Data is raw pieces of facts/figures that need to be processed further to gain some valuable insights from it. As it is observed nowadays, “Data has become the fuel of the future”.
Data is the raw material of the 21st century. It can be used to power everything from businesses to governments to social movements. But data is not created equal. The data that is valuable for one domain or problem may be useless for another. This is why it is important to understand the different types of data and how they can be used.
Types of Data-
Data can be classified into different types based on various characteristics & properties. These classifications help us to understand the nature of the data and determine valuable analysis and interpretation.
- Numerical Data:
Numerical data, also known as quantitative data, is data that you typically present in number form, and it doesn’t include any language or descriptive form. It’s always measurable, and you can add it together. You can perform mathematical and arithmetical operations on it, and you can express it in decimal or fraction form.
a. Discrete Data: Discrete data represents whole numbers or counts that have a finite or countable number of values.For e.g. Number of Bank accounts, Number of cars, etc.
b. Continuous Data: Continuous data represents measurements or values that can take any value within a certain range.For e.g. Height, weight, distance, etc.
2. Categorical Data:
Categorical data represents qualitative variables that can be grouped into specific categories or classes.

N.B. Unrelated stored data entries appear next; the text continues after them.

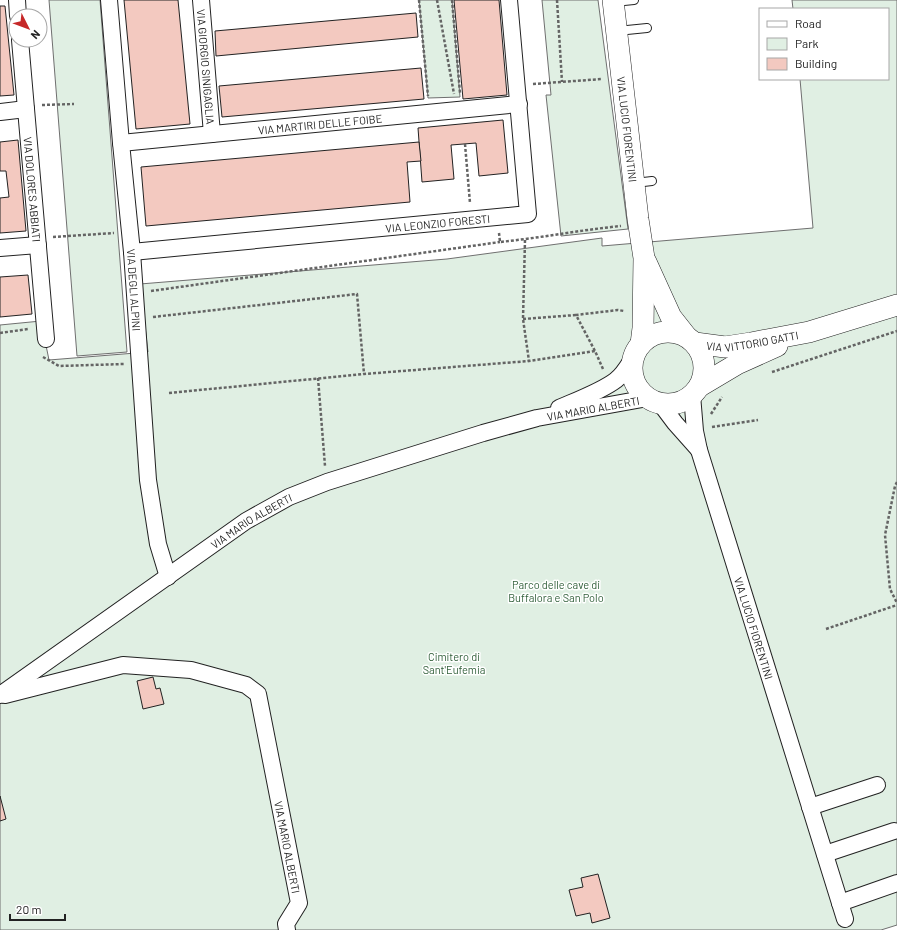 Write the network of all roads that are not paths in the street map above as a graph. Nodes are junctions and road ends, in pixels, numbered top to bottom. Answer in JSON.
{"nodes":[{"id":1,"x":110,"y":0,"type":"edge"},
{"id":2,"x":201,"y":0,"type":"edge"},
{"id":3,"x":509,"y":0,"type":"edge"},
{"id":4,"x":620,"y":1,"type":"edge"},
{"id":5,"x":647,"y":28,"type":"dead end"},
{"id":6,"x":617,"y":31,"type":"junction"},
{"id":7,"x":21,"y":48,"type":"edge"},
{"id":8,"x":519,"y":104,"type":"junction"},
{"id":9,"x":26,"y":108,"type":"junction"},
{"id":10,"x":0,"y":112,"type":"edge"},
{"id":11,"x":212,"y":134,"type":"junction"},
{"id":12,"x":121,"y":143,"type":"junction"},
{"id":13,"x":38,"y":241,"type":"junction"},
{"id":14,"x":0,"y":248,"type":"edge"},
{"id":15,"x":132,"y":252,"type":"junction"},
{"id":16,"x":644,"y":258,"type":"junction"},
{"id":17,"x":897,"y":306,"type":"edge"},
{"id":18,"x":809,"y":332,"type":"junction"},
{"id":19,"x":46,"y":339,"type":"dead end"},
{"id":20,"x":690,"y":340,"type":"junction"},
{"id":21,"x":638,"y":350,"type":"junction"},
{"id":22,"x":696,"y":391,"type":"junction"},
{"id":23,"x":654,"y":401,"type":"junction"},
{"id":24,"x":537,"y":418,"type":"junction"},
{"id":25,"x":698,"y":450,"type":"junction"},
{"id":26,"x":168,"y":577,"type":"junction"},
{"id":27,"x":0,"y":696,"type":"edge"},
{"id":28,"x":877,"y":784,"type":"dead end"},
{"id":29,"x":810,"y":807,"type":"junction"},
{"id":30,"x":894,"y":831,"type":"dead end"},
{"id":31,"x":825,"y":854,"type":"junction"},
{"id":32,"x":897,"y":883,"type":"edge"},
{"id":33,"x":840,"y":903,"type":"junction"},
{"id":34,"x":845,"y":919,"type":"dead end"},
{"id":35,"x":287,"y":930,"type":"edge"}],
"edges":[{"from":1,"to":12,"type":"street","name":"VIA DEGLI ALPINI"},
{"from":2,"to":11,"type":"street","name":"VIA GIORGIO SINIGAGLIA"},
{"from":3,"to":8,"type":"street","name":"VIA LEONZIO FORESTI"},
{"from":4,"to":6,"type":"street","name":"VIA LUCIO FIORENTINI"},
{"from":5,"to":6,"type":"lane"},
{"from":6,"to":16,"type":"street","name":"VIA LUCIO FIORENTINI"},
{"from":7,"to":9,"type":"street","name":"VIA DOLORES ABBIATI"},
{"from":8,"to":11,"type":"street","name":"VIA MARTIRI DELLE FOIBE"},
{"from":8,"to":15,"type":"street","name":"VIA LEONZIO FORESTI"},
{"from":9,"to":10,"type":"street"},
{"from":9,"to":13,"type":"street","name":"VIA DOLORES ABBIATI"},
{"from":11,"to":12,"type":"street","name":"VIA MARTIRI DELLE FOIBE"},
{"from":12,"to":15,"type":"street","name":"VIA DEGLI ALPINI"},
{"from":13,"to":14,"type":"street"},
{"from":13,"to":19,"type":"street","name":"VIA DOLORES ABBIATI"},
{"from":15,"to":26,"type":"street","name":"VIA DEGLI ALPINI"},
{"from":16,"to":20,"type":"street","name":"VIA LUCIO FIORENTINI"},
{"from":16,"to":21,"type":"street","name":"VIA LUCIO FIORENTINI"},
{"from":17,"to":18,"type":"street","name":"VIA VITTORIO GATTI"},
{"from":18,"to":20,"type":"street","name":"VIA VITTORIO GATTI"},
{"from":18,"to":22,"type":"street","name":"VIA VITTORIO GATTI"},
{"from":20,"to":21,"type":"street"},
{"from":20,"to":22,"type":"street"},
{"from":21,"to":23,"type":"street"},
{"from":21,"to":24,"type":"street","name":"VIA MARIO ALBERTI"},
{"from":22,"to":23,"type":"street"},
{"from":22,"to":25,"type":"street","name":"VIA LUCIO FIORENTINI"},
{"from":23,"to":24,"type":"street","name":"VIA MARIO ALBERTI"},
{"from":23,"to":25,"type":"street","name":"VIA LUCIO FIORENTINI"},
{"from":24,"to":26,"type":"street","name":"VIA MARIO ALBERTI"},
{"from":25,"to":29,"type":"street","name":"VIA LUCIO FIORENTINI"},
{"from":26,"to":27,"type":"street","name":"VIA MARIO ALBERTI"},
{"from":27,"to":35,"type":"street","name":"VIA MARIO ALBERTI"},
{"from":28,"to":29,"type":"street"},
{"from":29,"to":31,"type":"street","name":"VIA LUCIO FIORENTINI"},
{"from":30,"to":31,"type":"street"},
{"from":31,"to":33,"type":"street","name":"VIA LUCIO FIORENTINI"},
{"from":32,"to":33,"type":"street"},
{"from":33,"to":34,"type":"street","name":"VIA LUCIO FIORENTINI"}]} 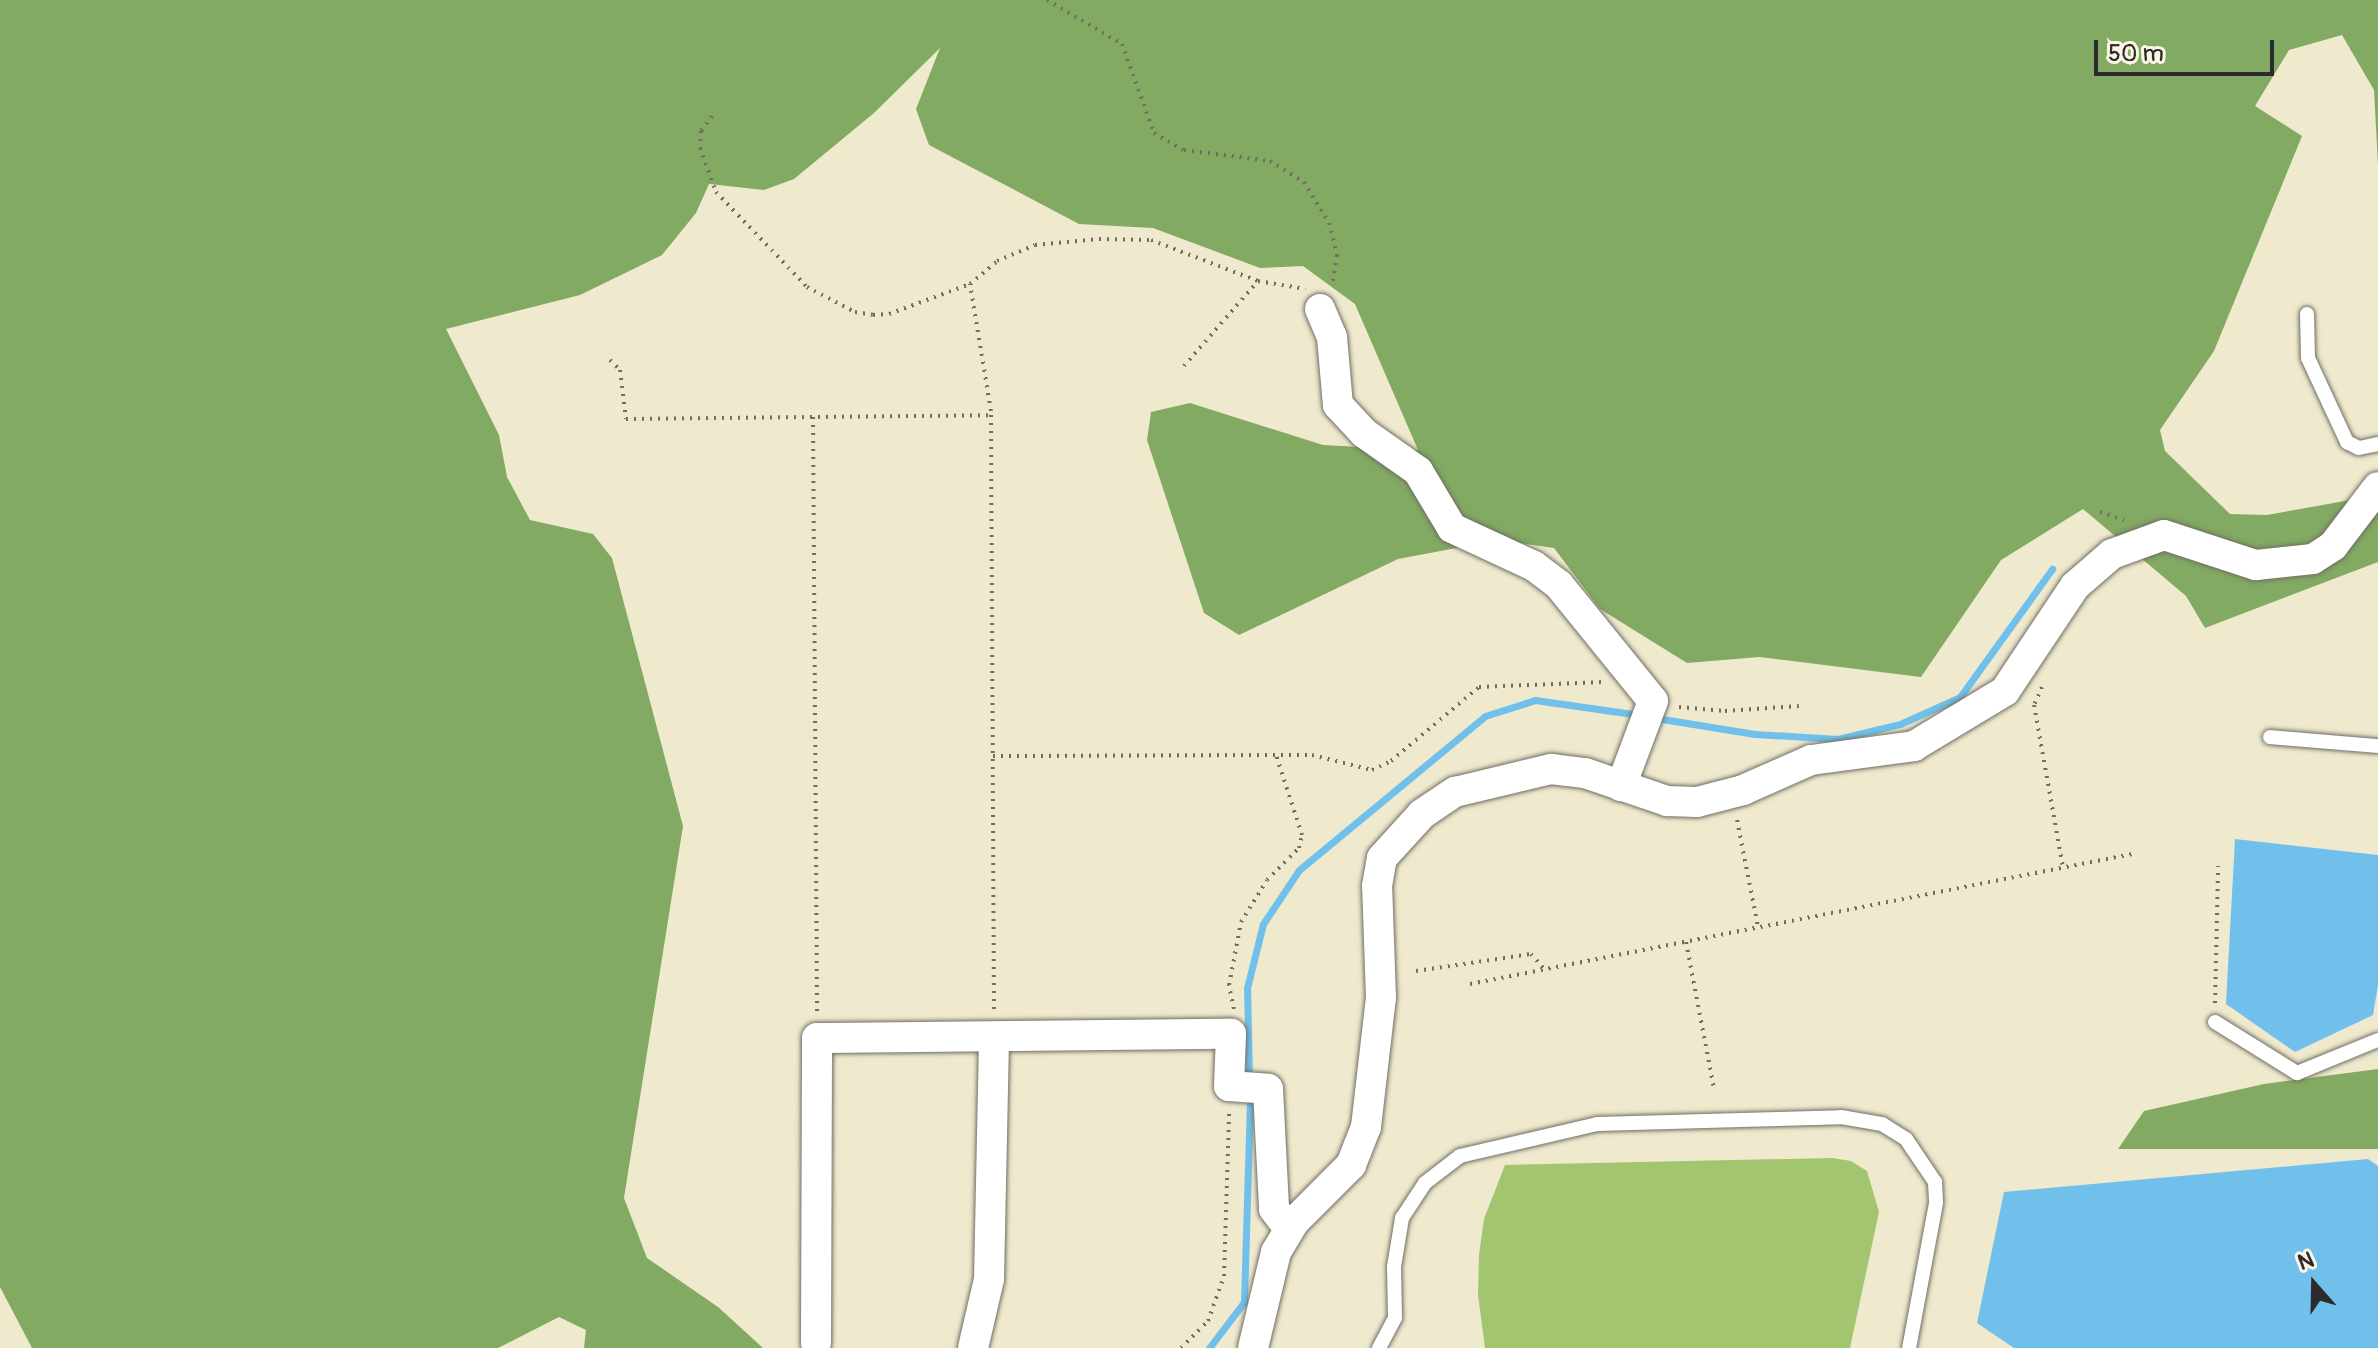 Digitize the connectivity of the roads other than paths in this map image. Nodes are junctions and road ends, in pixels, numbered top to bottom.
1 (1320, 309) road end
2 (2307, 314) dead end
3 (2378, 444) edge
4 (2378, 487) edge
5 (2270, 737) dead end
6 (2378, 746) edge
7 (1621, 786) junction
8 (2215, 1022) road end
9 (994, 1039) junction
10 (2378, 1040) edge
11 (1289, 1229) junction
12 (816, 1343) dead end
13 (973, 1348) edge
14 (1253, 1348) edge
15 (1379, 1348) edge
16 (1909, 1348) edge

1 - 7 street
2 - 3 lane
4 - 7 street
5 - 6 lane
7 - 11 street
8 - 10 lane
9 - 11 street
9 - 12 street
9 - 13 street
11 - 14 street
15 - 16 lane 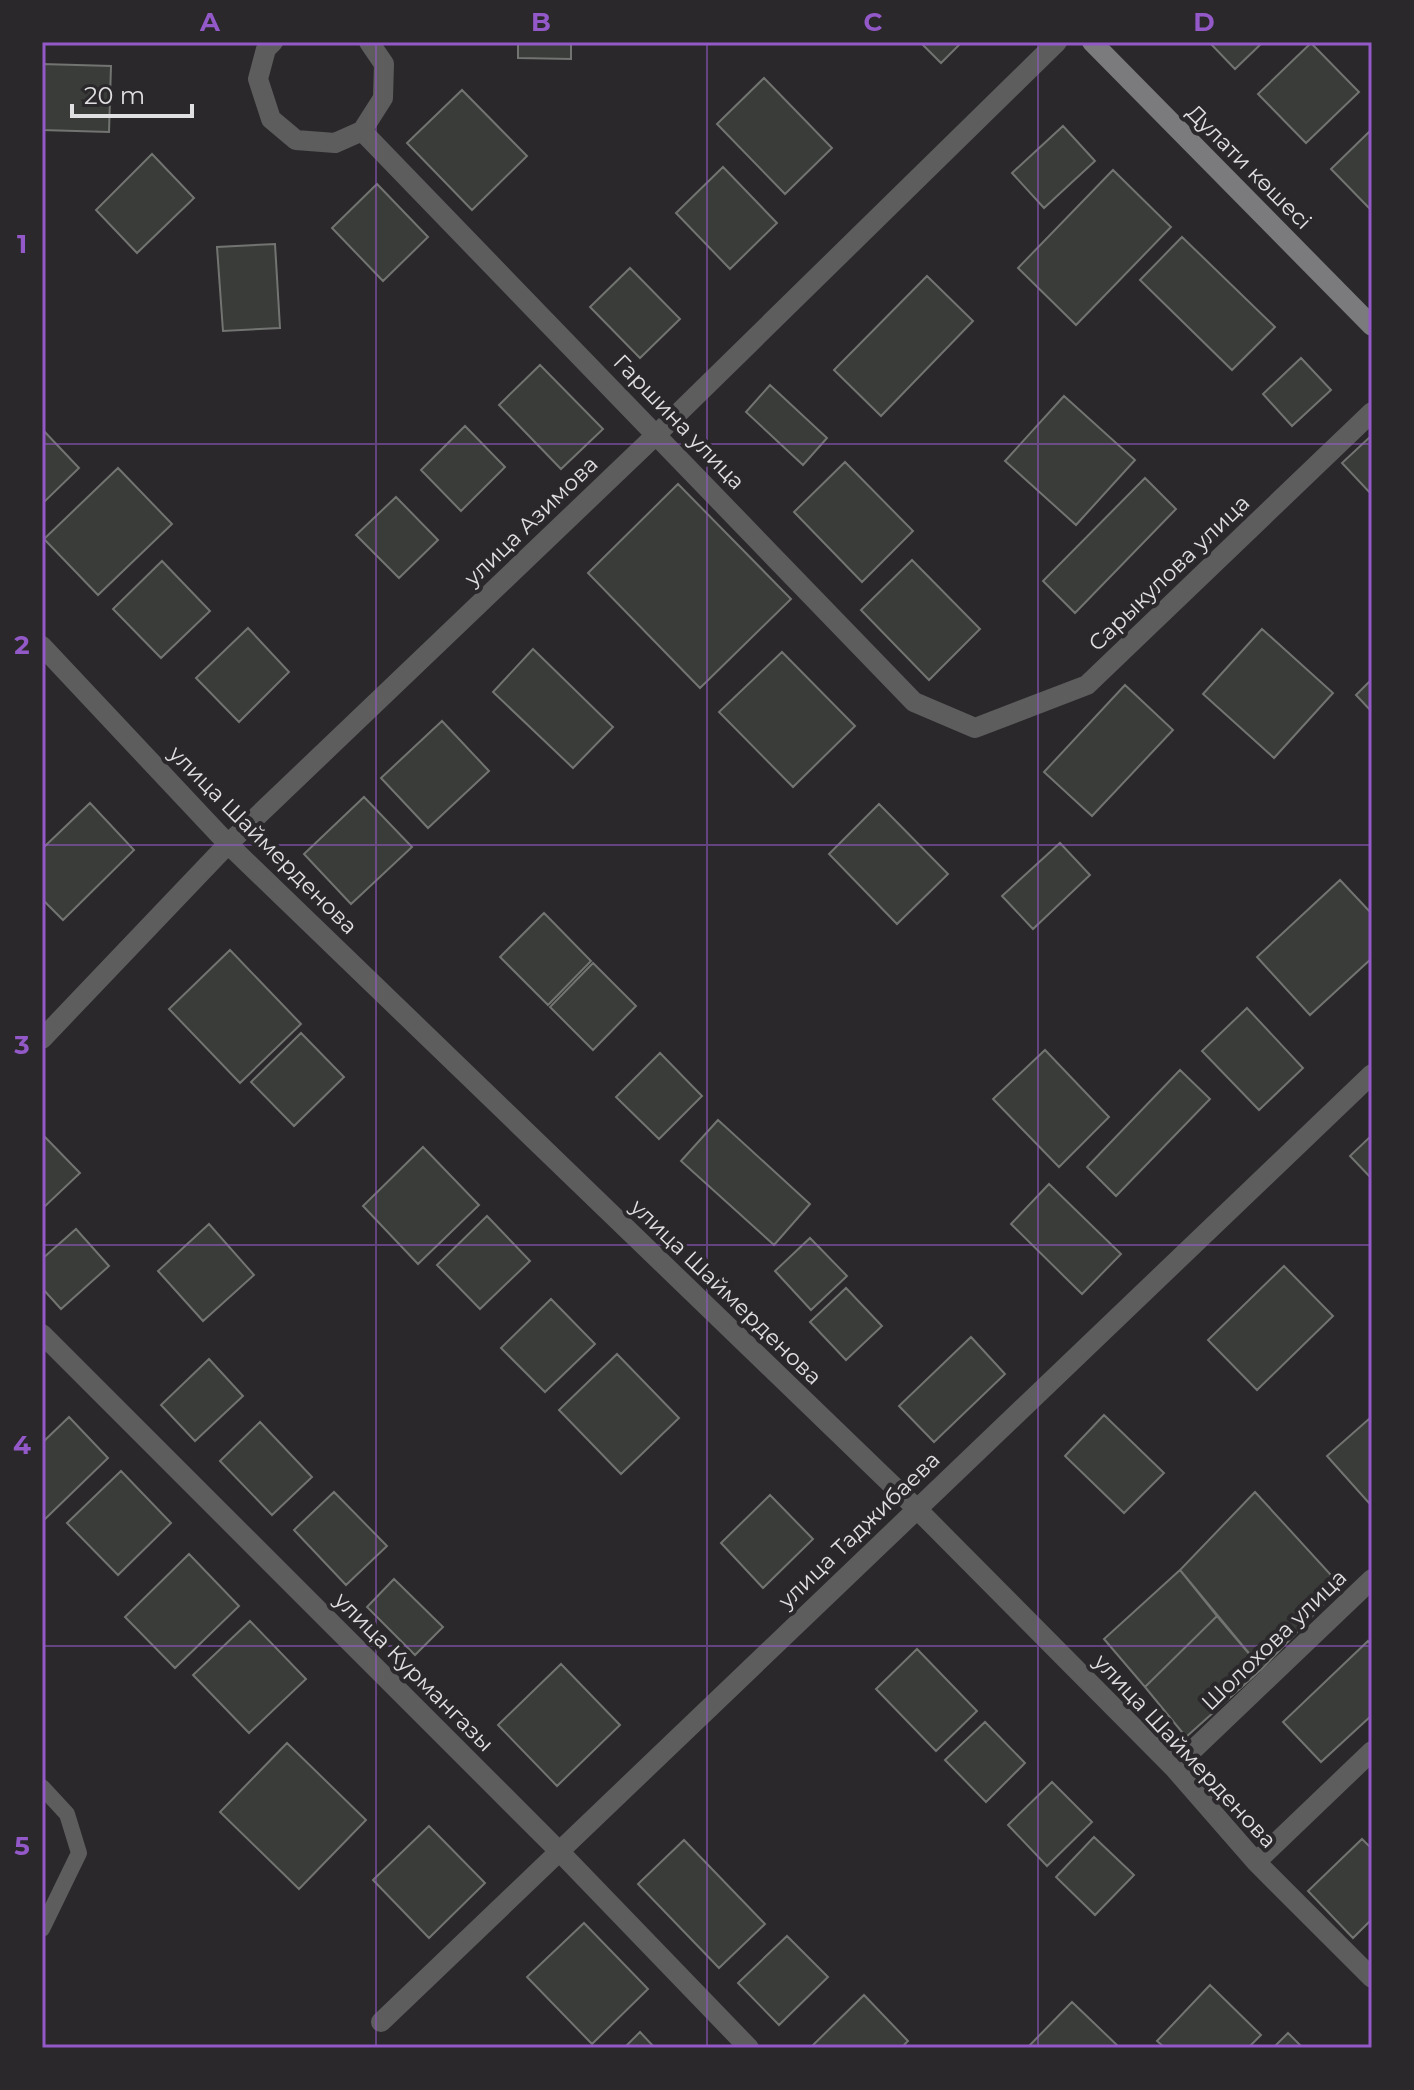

a. Nominal Data: Nominal data consists of categories that do not have any specific order or ranking. These categories can simply be labels or names. E.g. Car Brands(Toyota, BMW, Audi, etc.), Hair color(Brown, Black, Blonde, etc.), Marital status ( Single, Married, Divorced), etc
b. Ordinal Data: Ordinal data represents categories with a natural order or ranking. The categories have a relative position or value. E.g. Educational level(Primary, Secondary, College) or food satisfaction ratings ( poor, average, good, excellent)
3. Dichotomous Data:
Dichotomous or Binary data occur when you can place an observation into only two categories. It tells you that an event occurred or that an item has a particular characteristic. For instance, an inspection process produces binary pass/fail results. Or, when a customer enters a store, there are two possible outcomes — sale or no sale. Binary data is commonly used in fields such as computer science and statistics to represent logical or boolean variables.
4. Textual Data:
Textual data refers to unstructured data in the form of textual information such as sentences, paragraphs, or Word documents. Textual data often requires Natural Language Processing techniques to extract meaningful insights or perform analysis
5. Temporal Data:
Temporal data refers to information that changes over time. It includes data points associated with specific timestamps or time intervals. Temporal data is most commonly used in finance, weather forecasting as well and stock market analysis.
6. Spatial data:
Spatial data is any type of data that directly or indirectly references a specific geographical area or location. Sometimes called geospatial data or geographic information, spatial data can also numerically represent a physical object in a geographic coordinate system. However, spatial data is much more than a spatial component of a map. Analyzing this data provides a better understanding of how each variable impacts individuals, communities, populations, etc.
7. Image & Video Data:
Image and video data are visual information captured in the form of images or sequences of images (called frames) captured and eventually displayed at a given frequency. By stopping at a specific frame of the sequence, a single video frame, i.e. an image, is obtained. Image and video analytics applications utilizing deep learning algorithm deployment have long surpassed human abilities to recognize data patterns in images and videos.
8. Speech Data:
Any digital information with speech or music stored on and played through a system is known as an audio file or sound file. Gathering and recording sounds, either for human enjoyment or for use in automated learning systems, is known as “audio data collection”. For example, voice recognition systems rely heavily on audio data, which has risen in prominence in recent years for usage in AI and ML systems.